For each line in the data below that holds "Bruchfeld", return a copy.
=== Begin Enclosure ===
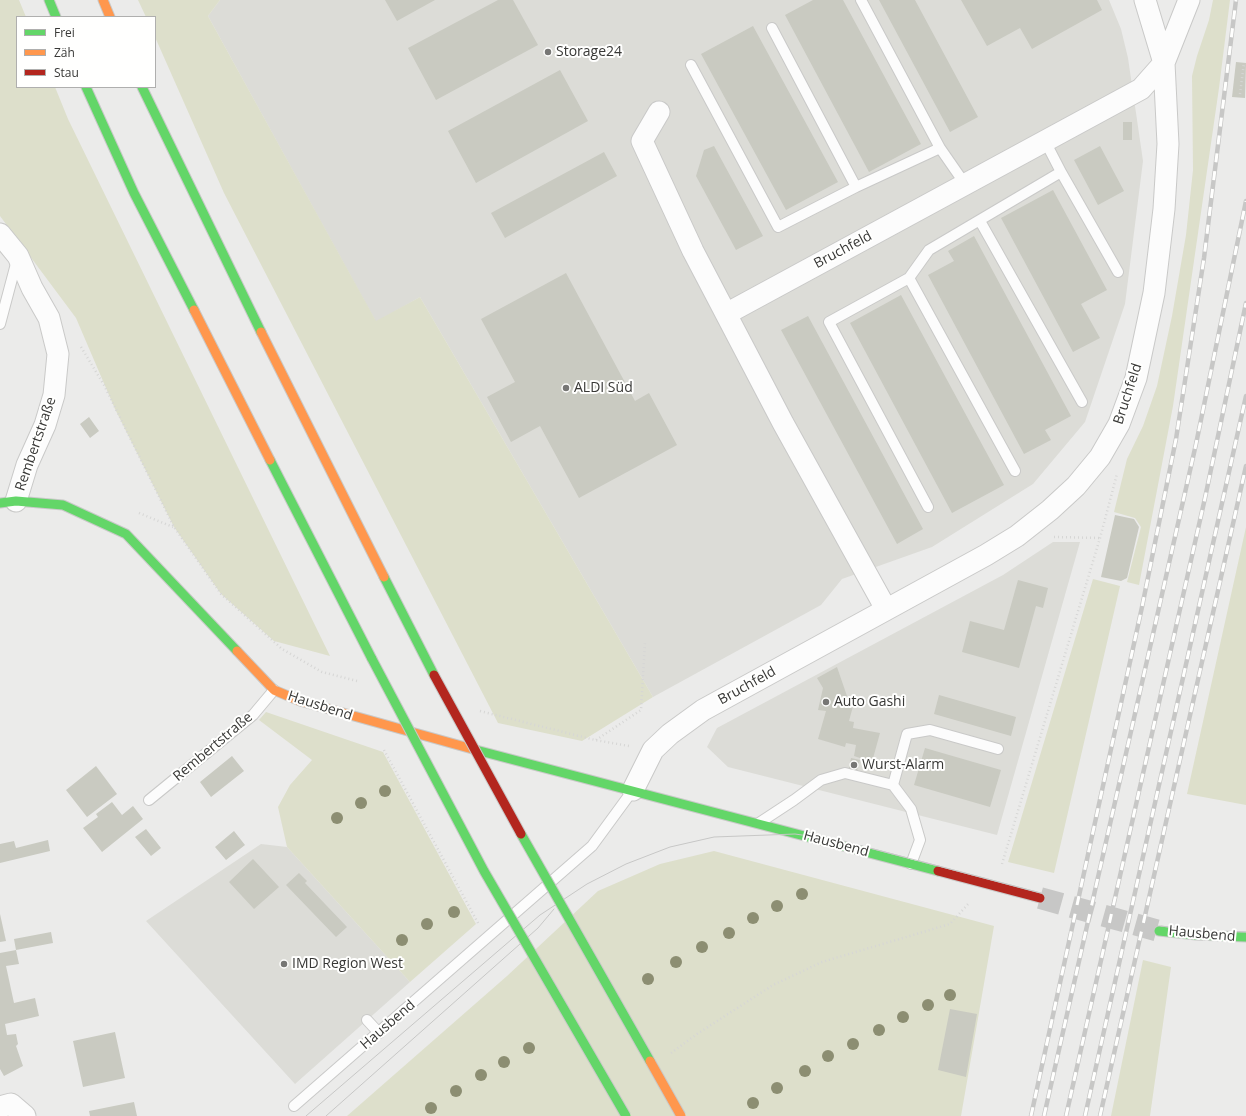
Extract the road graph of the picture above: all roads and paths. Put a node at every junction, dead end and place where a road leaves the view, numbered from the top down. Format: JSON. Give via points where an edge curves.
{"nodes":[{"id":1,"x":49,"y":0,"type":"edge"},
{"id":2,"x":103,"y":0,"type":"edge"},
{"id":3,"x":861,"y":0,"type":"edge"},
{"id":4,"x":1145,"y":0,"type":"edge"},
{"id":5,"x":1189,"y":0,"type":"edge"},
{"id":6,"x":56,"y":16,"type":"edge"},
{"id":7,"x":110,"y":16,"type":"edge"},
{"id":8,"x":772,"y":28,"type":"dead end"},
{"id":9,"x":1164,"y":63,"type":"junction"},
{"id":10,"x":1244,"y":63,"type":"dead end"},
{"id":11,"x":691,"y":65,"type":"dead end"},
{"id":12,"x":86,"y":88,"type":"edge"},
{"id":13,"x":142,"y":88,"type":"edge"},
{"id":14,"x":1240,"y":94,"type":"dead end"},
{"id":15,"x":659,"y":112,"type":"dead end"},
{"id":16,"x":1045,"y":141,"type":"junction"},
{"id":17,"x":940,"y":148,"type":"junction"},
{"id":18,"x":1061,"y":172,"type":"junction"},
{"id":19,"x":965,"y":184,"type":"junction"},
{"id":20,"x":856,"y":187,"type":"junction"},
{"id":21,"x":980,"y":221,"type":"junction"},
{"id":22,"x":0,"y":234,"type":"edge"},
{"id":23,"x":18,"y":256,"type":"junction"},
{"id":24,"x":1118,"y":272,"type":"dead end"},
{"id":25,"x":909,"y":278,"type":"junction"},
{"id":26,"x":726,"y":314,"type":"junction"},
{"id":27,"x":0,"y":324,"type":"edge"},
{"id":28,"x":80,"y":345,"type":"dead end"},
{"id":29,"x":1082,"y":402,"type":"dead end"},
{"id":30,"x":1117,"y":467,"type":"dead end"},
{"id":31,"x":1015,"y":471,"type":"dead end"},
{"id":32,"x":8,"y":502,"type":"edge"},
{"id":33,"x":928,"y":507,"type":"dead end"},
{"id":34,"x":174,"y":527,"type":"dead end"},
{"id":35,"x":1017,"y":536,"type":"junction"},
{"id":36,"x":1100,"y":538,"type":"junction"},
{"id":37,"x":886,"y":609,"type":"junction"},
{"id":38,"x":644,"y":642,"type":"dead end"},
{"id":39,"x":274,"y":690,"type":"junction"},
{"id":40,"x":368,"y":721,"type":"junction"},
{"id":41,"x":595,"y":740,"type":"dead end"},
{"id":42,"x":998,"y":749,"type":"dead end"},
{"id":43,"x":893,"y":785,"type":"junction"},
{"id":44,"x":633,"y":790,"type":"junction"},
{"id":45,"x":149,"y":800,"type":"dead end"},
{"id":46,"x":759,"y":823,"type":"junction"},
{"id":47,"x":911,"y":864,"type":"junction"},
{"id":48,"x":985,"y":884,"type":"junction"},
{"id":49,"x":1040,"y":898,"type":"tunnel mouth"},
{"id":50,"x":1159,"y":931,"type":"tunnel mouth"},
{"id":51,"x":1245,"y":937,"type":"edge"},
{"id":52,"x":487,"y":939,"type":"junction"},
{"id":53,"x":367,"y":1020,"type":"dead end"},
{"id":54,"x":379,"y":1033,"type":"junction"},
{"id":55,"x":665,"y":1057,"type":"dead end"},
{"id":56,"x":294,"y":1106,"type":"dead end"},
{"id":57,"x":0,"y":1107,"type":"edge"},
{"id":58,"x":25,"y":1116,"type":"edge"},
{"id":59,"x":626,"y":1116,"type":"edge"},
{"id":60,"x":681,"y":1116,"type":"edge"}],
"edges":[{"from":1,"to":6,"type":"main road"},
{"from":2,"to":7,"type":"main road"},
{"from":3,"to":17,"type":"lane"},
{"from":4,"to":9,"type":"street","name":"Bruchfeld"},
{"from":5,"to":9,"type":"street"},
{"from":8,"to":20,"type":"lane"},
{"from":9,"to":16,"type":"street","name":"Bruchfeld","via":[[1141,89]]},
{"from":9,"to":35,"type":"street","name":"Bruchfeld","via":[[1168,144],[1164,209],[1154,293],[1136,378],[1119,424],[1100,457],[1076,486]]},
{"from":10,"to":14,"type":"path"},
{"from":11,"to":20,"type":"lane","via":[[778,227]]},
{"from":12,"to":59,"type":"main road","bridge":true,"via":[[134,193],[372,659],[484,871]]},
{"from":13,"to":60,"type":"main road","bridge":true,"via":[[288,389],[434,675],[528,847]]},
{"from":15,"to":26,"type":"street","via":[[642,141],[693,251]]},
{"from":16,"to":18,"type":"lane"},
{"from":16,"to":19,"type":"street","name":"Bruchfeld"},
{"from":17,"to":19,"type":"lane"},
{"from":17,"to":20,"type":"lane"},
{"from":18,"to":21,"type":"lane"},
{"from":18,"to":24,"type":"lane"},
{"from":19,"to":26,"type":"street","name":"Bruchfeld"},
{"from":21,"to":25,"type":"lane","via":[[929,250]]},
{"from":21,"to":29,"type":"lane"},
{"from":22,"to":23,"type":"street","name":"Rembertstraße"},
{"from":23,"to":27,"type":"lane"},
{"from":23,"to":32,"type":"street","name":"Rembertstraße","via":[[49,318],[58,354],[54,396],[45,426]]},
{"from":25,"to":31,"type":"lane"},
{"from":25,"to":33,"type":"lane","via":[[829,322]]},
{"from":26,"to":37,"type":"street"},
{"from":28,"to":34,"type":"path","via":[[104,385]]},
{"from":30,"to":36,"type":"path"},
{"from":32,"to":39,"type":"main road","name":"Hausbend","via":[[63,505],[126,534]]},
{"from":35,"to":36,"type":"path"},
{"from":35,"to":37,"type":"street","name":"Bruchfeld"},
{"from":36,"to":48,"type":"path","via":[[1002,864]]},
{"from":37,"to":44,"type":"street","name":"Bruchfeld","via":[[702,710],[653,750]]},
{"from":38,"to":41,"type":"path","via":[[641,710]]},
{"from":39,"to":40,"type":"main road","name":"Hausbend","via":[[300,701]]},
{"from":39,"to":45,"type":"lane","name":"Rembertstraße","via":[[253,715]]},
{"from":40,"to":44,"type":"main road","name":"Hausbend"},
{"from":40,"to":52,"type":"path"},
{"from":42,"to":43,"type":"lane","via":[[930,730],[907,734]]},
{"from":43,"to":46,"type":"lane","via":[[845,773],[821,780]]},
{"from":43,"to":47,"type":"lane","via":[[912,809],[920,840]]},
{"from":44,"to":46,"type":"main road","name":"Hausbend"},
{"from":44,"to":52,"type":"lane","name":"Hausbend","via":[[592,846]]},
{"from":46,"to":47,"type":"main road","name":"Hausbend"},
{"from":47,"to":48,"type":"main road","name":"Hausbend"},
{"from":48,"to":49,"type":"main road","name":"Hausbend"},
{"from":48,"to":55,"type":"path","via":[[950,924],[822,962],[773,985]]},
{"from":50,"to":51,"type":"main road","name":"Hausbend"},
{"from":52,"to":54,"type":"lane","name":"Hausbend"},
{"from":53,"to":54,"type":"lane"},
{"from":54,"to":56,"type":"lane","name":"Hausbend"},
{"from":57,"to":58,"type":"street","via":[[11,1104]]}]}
=== End Enclosure ===
__Task output__
{"from":4,"to":9,"type":"street","name":"Bruchfeld"},
{"from":9,"to":16,"type":"street","name":"Bruchfeld","via":[[1141,89]]},
{"from":9,"to":35,"type":"street","name":"Bruchfeld","via":[[1168,144],[1164,209],[1154,293],[1136,378],[1119,424],[1100,457],[1076,486]]},
{"from":16,"to":19,"type":"street","name":"Bruchfeld"},
{"from":19,"to":26,"type":"street","name":"Bruchfeld"},
{"from":35,"to":37,"type":"street","name":"Bruchfeld"},
{"from":37,"to":44,"type":"street","name":"Bruchfeld","via":[[702,710],[653,750]]},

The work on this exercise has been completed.